2019年 8月 22日

室内音響を最適化する新しいソリューション

室内音響を最適化する新しいソリューション

室内の音響特性は、その室内の使用目的や用途に適したものであるべきです。例えば、教室では発話の明瞭度は残響時間が長すぎると低くなってしまう一方で、コンサートホールで演奏されるピアノソナタには、長い残響時間は心地良い響きとして効果的となりえます。このような一般的な事例からは、残響時間を調整することが室内音響にとっていかに重要かが分かります。NTi Audioの新しいPCソフトウェア「XL2室内音響レポーター」は、DS3 12面体スピーカーとXL2サウンドレベルメータを併用することで、ISO 3382および DIN 18041に準拠した残響時間の最適化計算と包括的なレポートを作成するための、完全なソリューションを提供します。

室内の残響時間は、室内音響において最も重要なパラメータのひとつです。室内の使用目的や用途によって、残響時間の要求が決定されます。例えば教室においては、部屋の大きさにもよりますが、明瞭な発話には0.5秒から1.0秒の残響時間が理想とされます。ただし、特に古い学校施設の場合は、吸音材が不足しているため、多くの場合で残響時間が長すぎる傾向があります。コンサートホールでは、2秒から3秒の残響時間が豊かな響きを与えられるということで理想とされます。

パワフルな全指向音源DS3
国際規格に準拠する残響時間測定においては、全指向性の音源が必要になります。音響エネルギーは全ての方向に対して一様に放射されなければいけません。さらに、現在の標準化された建築音響測定では、特定の周波数範囲においてフラットな周波数スペクトルが要求されます。DS3 12面体スピーカーはこれらの要求を満たし、残響時間測定に必要なテスト信号を高い音響パワーで放射します。

DS3 Dodecahedron Speaker

XL2による残響時間測定
XL2サウンドレベルメータは、残響時間を63 Hzから8000 Hzまでのオクターブバンドで測定します。音響吸音材メーカーの多くは、オクターブ解像度での材料特性を仕様化するため、マニュファクチャ―データシートとXL2によって測定された値とは互いに適合します。残響時間測定が1/3オクターブ解像度で要求される場合、「XL2エクステンディッド・アコースティックパック」オプション(ファームウェア)がいつでもXL2にインストール可能です。XL2は自動的にインパルス音源または断続したピンクノイズにトリガします。残響時間を記録する際、T20とT30を切替ることが可能です。これらの二つの解析では、残響時間を計算する減衰レベルが異なります。

XL2

室内音響の解析と評価
「室内音響レポーター」は、残響時間測定レポートを作成するPCソフトウェアです。RT60のテスト結果は、室容積と使用目的により、例えばDIN 18041に規定されているトレランスバンドと即座に比較することも可能です。測定された残響時間がトレランスから外れている場合、ソフトウェアでは追加の吸音素材を含めたシミュレーションが可能です。Sabineの残響式を用いて補正および計算された残響時間が、即座にグラフで表示されます。これにより、室内の適正値を満たすために必要な吸音材の種類と量を容易に確認することができます。

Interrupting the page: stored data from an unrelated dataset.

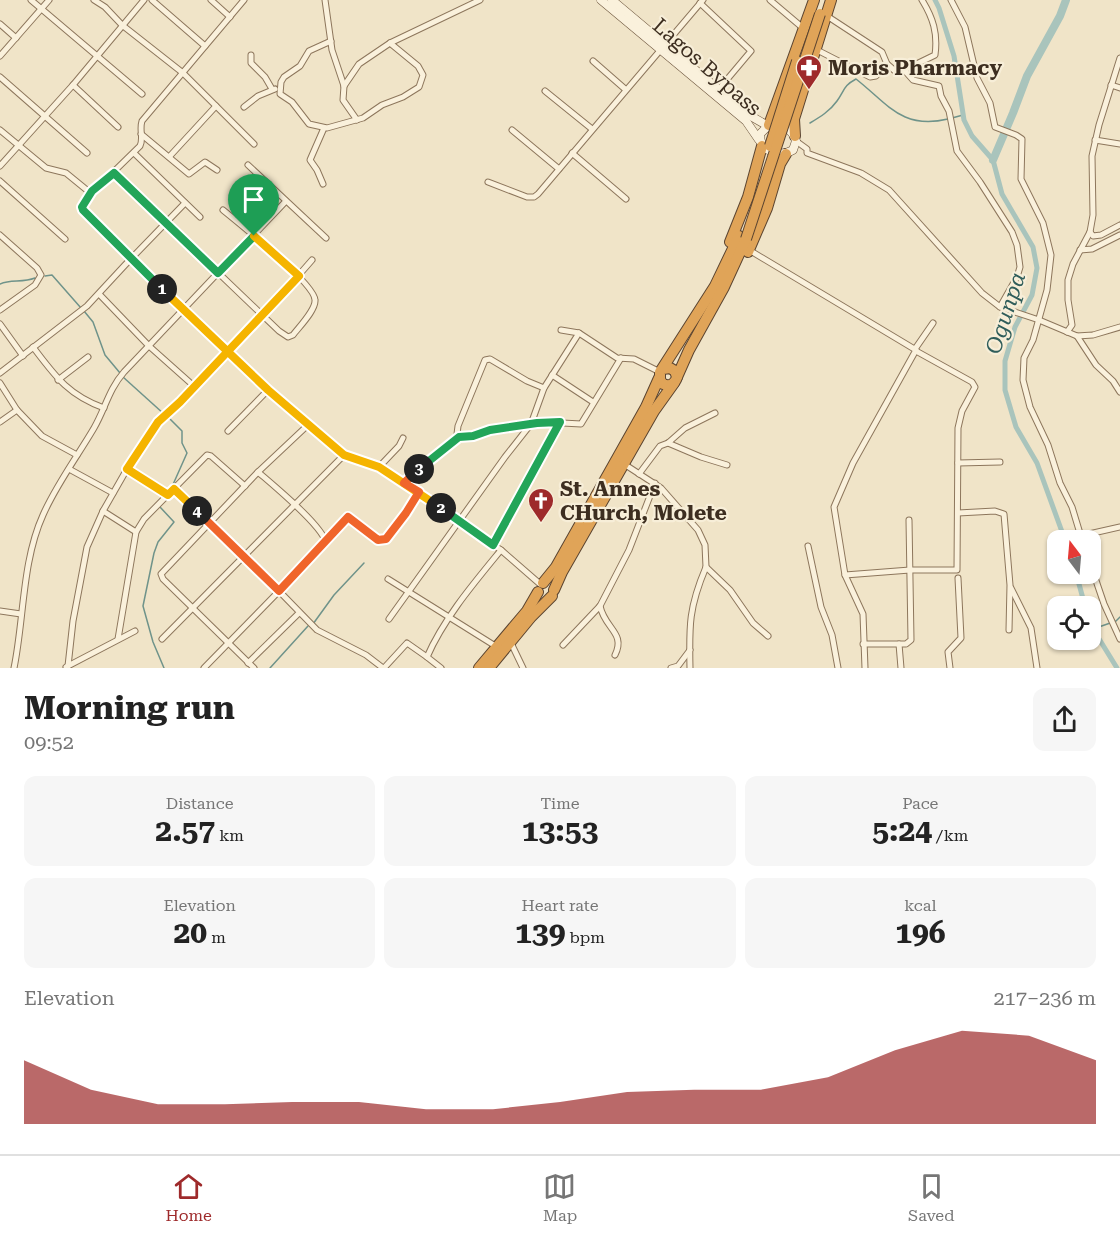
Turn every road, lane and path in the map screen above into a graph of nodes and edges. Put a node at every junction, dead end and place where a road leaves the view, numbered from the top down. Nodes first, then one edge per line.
1 (31, 0) edge
2 (49, 0) edge
3 (94, 0) edge
4 (144, 0) edge
5 (152, 0) edge
6 (211, 0) edge
7 (244, 0) edge
8 (325, 0) edge
9 (480, 0) edge
10 (601, 0) edge
11 (612, 0) edge
12 (770, 0) edge
13 (814, 0) edge
14 (819, 0) edge
15 (826, 0) edge
16 (831, 0) edge
17 (922, 0) edge
18 (951, 0) edge
19 (702, 1) edge
20 (41, 9) junction
21 (822, 15) junction
22 (230, 16) junction
23 (0, 24) edge
24 (122, 25) junction
25 (803, 28) junction
26 (16, 38) junction
27 (331, 41) junction
28 (390, 43) junction
29 (205, 46) junction
30 (663, 47) junction
31 (819, 51) junction
32 (251, 55) dead end
33 (0, 56) edge
34 (96, 57) junction
35 (1120, 58) edge
36 (593, 61) dead end
37 (887, 64) junction
38 (906, 71) junction
39 (183, 73) junction
40 (0, 76) edge
41 (806, 80) junction
42 (73, 85) junction
43 (1111, 85) junction
44 (344, 86) junction
45 (279, 87) junction
46 (1120, 88) edge
47 (272, 89) junction
48 (625, 89) junction
49 (719, 89) junction
50 (545, 91) dead end
51 (142, 94) dead end
52 (216, 106) junction
53 (244, 107) dead end
54 (45, 116) junction
55 (357, 120) junction
56 (768, 126) junction
57 (118, 127) dead end
58 (324, 128) junction
59 (592, 129) junction
60 (0, 130) edge
61 (512, 130) dead end
62 (141, 134) junction
63 (795, 139) junction
64 (1095, 140) junction
65 (761, 143) junction
66 (254, 144) dead end
67 (1120, 144) edge
68 (18, 145) junction
69 (789, 152) junction
70 (87, 153) dead end
71 (134, 153) junction
72 (572, 153) junction
73 (807, 153) junction
74 (819, 156) junction
75 (169, 157) junction
76 (248, 165) dead end
77 (0, 166) edge
78 (559, 169) junction
79 (217, 170) dead end
80 (114, 173) junction
81 (0, 182) edge
82 (488, 182) dead end
83 (323, 184) dead end
84 (92, 191) junction
85 (626, 199) dead end
86 (286, 201) junction
87 (185, 203) junction
88 (224, 210) dead end
89 (200, 217) dead end
90 (165, 223) junction
91 (1120, 225) edge
92 (1090, 232) junction
93 (0, 235) edge
94 (1120, 235) edge
95 (254, 236) junction
96 (65, 238) dead end
97 (326, 238) dead end
98 (745, 242) junction
99 (1080, 250) junction
100 (131, 258) junction
101 (312, 260) dead end
102 (218, 273) junction
103 (299, 276) junction
104 (720, 286) junction
105 (100, 295) junction
106 (1000, 307) junction
107 (0, 310) edge
108 (184, 310) junction
109 (263, 316) junction
110 (1037, 319) junction
111 (933, 323) dead end
112 (0, 324) edge
113 (1120, 327) edge
114 (561, 330) dead end
115 (1067, 332) junction
116 (579, 333) junction
117 (1077, 336) junction
118 (149, 346) junction
119 (33, 347) junction
120 (916, 350) junction
121 (228, 351) junction
122 (23, 356) junction
123 (88, 357) dead end
124 (621, 358) junction
125 (0, 372) edge
126 (661, 373) junction
127 (552, 375) junction
128 (58, 380) junction
129 (676, 380) junction
130 (0, 383) edge
131 (195, 387) junction
132 (544, 388) junction
133 (268, 390) junction
134 (1120, 392) edge
135 (593, 402) junction
136 (104, 408) junction
137 (17, 410) junction
138 (715, 413) dead end
139 (0, 422) edge
140 (560, 422) junction
141 (309, 424) junction
142 (531, 424) junction
143 (228, 431) dead end
144 (459, 437) junction
145 (403, 438) dead end
146 (668, 443) junction
147 (77, 455) junction
148 (344, 455) junction
149 (1000, 462) dead end
150 (958, 463) junction
151 (624, 464) junction
152 (727, 465) dead end
153 (379, 467) junction
154 (69, 469) junction
155 (127, 469) junction
156 (258, 472) junction
157 (639, 474) junction
158 (404, 483) junction
159 (654, 483) junction
160 (245, 486) junction
161 (174, 489) junction
162 (419, 492) junction
163 (113, 493) junction
164 (168, 495) junction
165 (295, 505) junction
166 (103, 511) junction
167 (958, 513) junction
168 (909, 520) dead end
169 (459, 522) junction
170 (210, 523) junction
171 (1120, 527) edge
172 (1079, 530) edge
173 (136, 532) junction
174 (1101, 532) edge
175 (326, 543) junction
176 (493, 545) junction
177 (808, 546) dead end
178 (501, 550) junction
179 (244, 557) junction
180 (706, 567) junction
181 (910, 570) junction
182 (846, 574) junction
183 (958, 578) dead end
184 (388, 579) dead end
185 (1097, 584) edge
186 (1010, 585) junction
187 (540, 586) junction
188 (279, 591) junction
189 (409, 592) junction
190 (553, 593) junction
191 (600, 606) junction
192 (194, 607) junction
193 (0, 611) edge
194 (298, 613) junction
195 (21, 614) junction
196 (449, 618) junction
197 (389, 619) dead end
198 (1009, 630) dead end
199 (135, 631) dead end
200 (768, 636) dead end
201 (118, 639) junction
202 (162, 639) dead end
203 (1120, 639) edge
204 (228, 643) junction
205 (511, 643) junction
206 (863, 644) junction
207 (899, 644) junction
208 (563, 645) dead end
209 (497, 647) junction
210 (690, 650) junction
211 (615, 656) dead end
212 (427, 657) junction
213 (248, 663) junction
214 (66, 667) edge
215 (14, 668) edge
216 (204, 668) edge
217 (254, 668) edge
218 (383, 668) edge
219 (441, 668) edge
220 (479, 668) edge
221 (489, 668) edge
222 (523, 668) edge
223 (671, 668) edge
224 (690, 668) edge
225 (838, 668) edge
226 (865, 668) edge
227 (901, 668) edge
228 (950, 668) edge
229 (1037, 668) edge

1 - 20 street
2 - 20 street
3 - 24 street
4 - 24 street
5 - 29 street
6 - 22 street
7 - 22 street
8 - 27 street
9 - 28 street
10 - 30 main road, Lagos Bypass
11 - 30 main road, Lagos Bypass
12 - 25 street
13 - 25 highway
14 - 21 highway
15 - 21 highway
16 - 21 highway
17 - 38 street
18 - 110 street
19 - 30 street
19 - 49 street
20 - 26 street
20 - 34 street
21 - 31 street
21 - 37 street
21 - 41 highway
21 - 98 highway, bridge
22 - 29 street
23 - 26 street
24 - 34 street
24 - 39 street
25 - 56 highway
26 - 33 street
27 - 44 street
27 - 45 street
28 - 44 street
28 - 55 street
29 - 39 street
30 - 48 street
30 - 49 main road, Lagos Bypass
30 - 65 main road, Lagos Bypass
31 - 37 street
31 - 41 street
32 - 47 street
34 - 42 street
34 - 51 street
35 - 43 street
36 - 48 street
37 - 38 street
38 - 106 street
39 - 52 street
39 - 62 street
40 - 54 street
41 - 63 highway
41 - 73 street
42 - 54 street
42 - 57 street
43 - 46 street
43 - 64 street
44 - 55 street
45 - 47 street
45 - 58 street
47 - 53 street
48 - 59 street
49 - 56 main road, Lagos Bypass
50 - 59 street
52 - 66 street
52 - 75 street
54 - 68 street
54 - 70 street
55 - 58 street
56 - 63 main road
56 - 65 main road
58 - 83 street
59 - 72 street
60 - 68 street
61 - 78 street
62 - 71 street
62 - 75 street
63 - 69 main road
63 - 73 street
64 - 67 street
64 - 92 street
65 - 69 main road
65 - 104 highway
68 - 77 street
68 - 84 street
69 - 74 street
69 - 98 highway
71 - 80 street
71 - 87 street
72 - 78 street
72 - 85 street
73 - 74 street
74 - 106 street
75 - 79 street
76 - 86 street
78 - 82 street
80 - 84 street
80 - 90 street
81 - 96 street
84 - 100 street
86 - 95 street
86 - 97 street
87 - 89 street
87 - 90 street
88 - 95 street
90 - 100 street
90 - 102 street
91 - 92 street
92 - 99 street
93 - 107 street
94 - 99 street
95 - 102 street
95 - 103 street
98 - 104 highway
98 - 120 street
99 - 115 street
100 - 105 street
100 - 108 street
101 - 103 street
102 - 108 street
102 - 109 street
103 - 109 street
103 - 109 street
104 - 126 highway
104 - 129 highway
105 - 118 street
105 - 119 street
106 - 110 street
108 - 118 street
108 - 121 street
109 - 121 street
110 - 115 street
110 - 172 street
111 - 120 street
112 - 122 street
113 - 117 street
114 - 116 street
115 - 117 street
116 - 124 street
116 - 127 street
117 - 134 street
118 - 131 street
118 - 136 street
119 - 122 street
119 - 128 street
120 - 150 street
120 - 182 street
121 - 131 street
121 - 133 street
122 - 125 street
123 - 128 street
124 - 126 street
124 - 135 street
126 - 129 highway
126 - 187 highway
127 - 132 street
127 - 135 street
128 - 136 street
129 - 151 highway
130 - 137 street
131 - 155 street
132 - 142 street
132 - 144 street
133 - 141 street
133 - 143 street
135 - 140 street
136 - 147 street
137 - 139 street
137 - 147 street
138 - 146 street
140 - 142 street
140 - 176 street
141 - 148 street
141 - 156 street
142 - 144 street
142 - 169 street
144 - 158 street
145 - 153 street
146 - 152 street
146 - 157 street
147 - 154 street
148 - 153 street
148 - 165 street
149 - 150 street
150 - 167 street
151 - 157 street
151 - 190 highway
153 - 158 street
154 - 163 street
154 - 195 street
155 - 163 street
155 - 164 street
156 - 160 street
156 - 165 street
157 - 159 street
158 - 162 street
159 - 180 street
159 - 191 street
160 - 161 street
160 - 170 street
161 - 164 street
161 - 170 street
162 - 169 street
162 - 175 street
163 - 166 street
164 - 173 street
165 - 175 street
165 - 179 street
166 - 173 street
166 - 214 street
167 - 181 street
167 - 186 street
168 - 181 street
169 - 176 street
169 - 189 street
170 - 179 street
170 - 192 street
171 - 174 street
173 - 201 street
175 - 188 street
176 - 178 street
177 - 225 street
178 - 187 street
178 - 196 street
179 - 188 street
179 - 192 street
180 - 200 street
180 - 210 street
181 - 182 street
181 - 207 street
182 - 206 street
183 - 228 street
184 - 189 street
185 - 203 street
186 - 198 street
186 - 229 street
187 - 190 highway
187 - 209 highway
188 - 194 street
188 - 204 street
189 - 196 street
189 - 197 street
190 - 205 highway
191 - 208 street
191 - 211 street
192 - 202 street
192 - 204 street
193 - 195 street
194 - 213 street
194 - 218 street
195 - 215 street
196 - 209 street
196 - 212 street
199 - 201 street
201 - 214 street
204 - 213 street
204 - 216 street
205 - 221 highway
205 - 222 street
206 - 207 street
206 - 226 street
207 - 227 street
209 - 220 highway
210 - 223 street
210 - 224 street
212 - 218 street
212 - 219 street
213 - 217 street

Room Acoustics Reporter Software

様々な吸音材メーカーのデータが利用可能
上記で述べたシミュレーション計算のため、様々な吸音材メーカーから提供される吸音率αのデータがNTi Audioのユーザーサポートサイトからダウンロードできます。これらは「室内音響レポーター」にインポートして利用できます。各吸音材メーカーから新たなデータが公表された場合、NTi Audioのデータリストは継続的にアップデートされます。また、ユーザーの方々が独自で素材データを規定してシミュレーションが可能です。

ソフトウェアはコンピューターに台数無制限で同時にインストール可能
「室内音響レポーター」は、コンピューターに何台でもインストールすることが可能です。一方でXL2には「室内音響オプション」を永久ライセンスとしてインストールする必要があります。また、費用対効果の高い年間サブスクリプションサービス「室内音響レポーター365」も用意されています。XL2のユーザー登録により、ソフトウェア、サンプル測定データをダウンロードして利用できます。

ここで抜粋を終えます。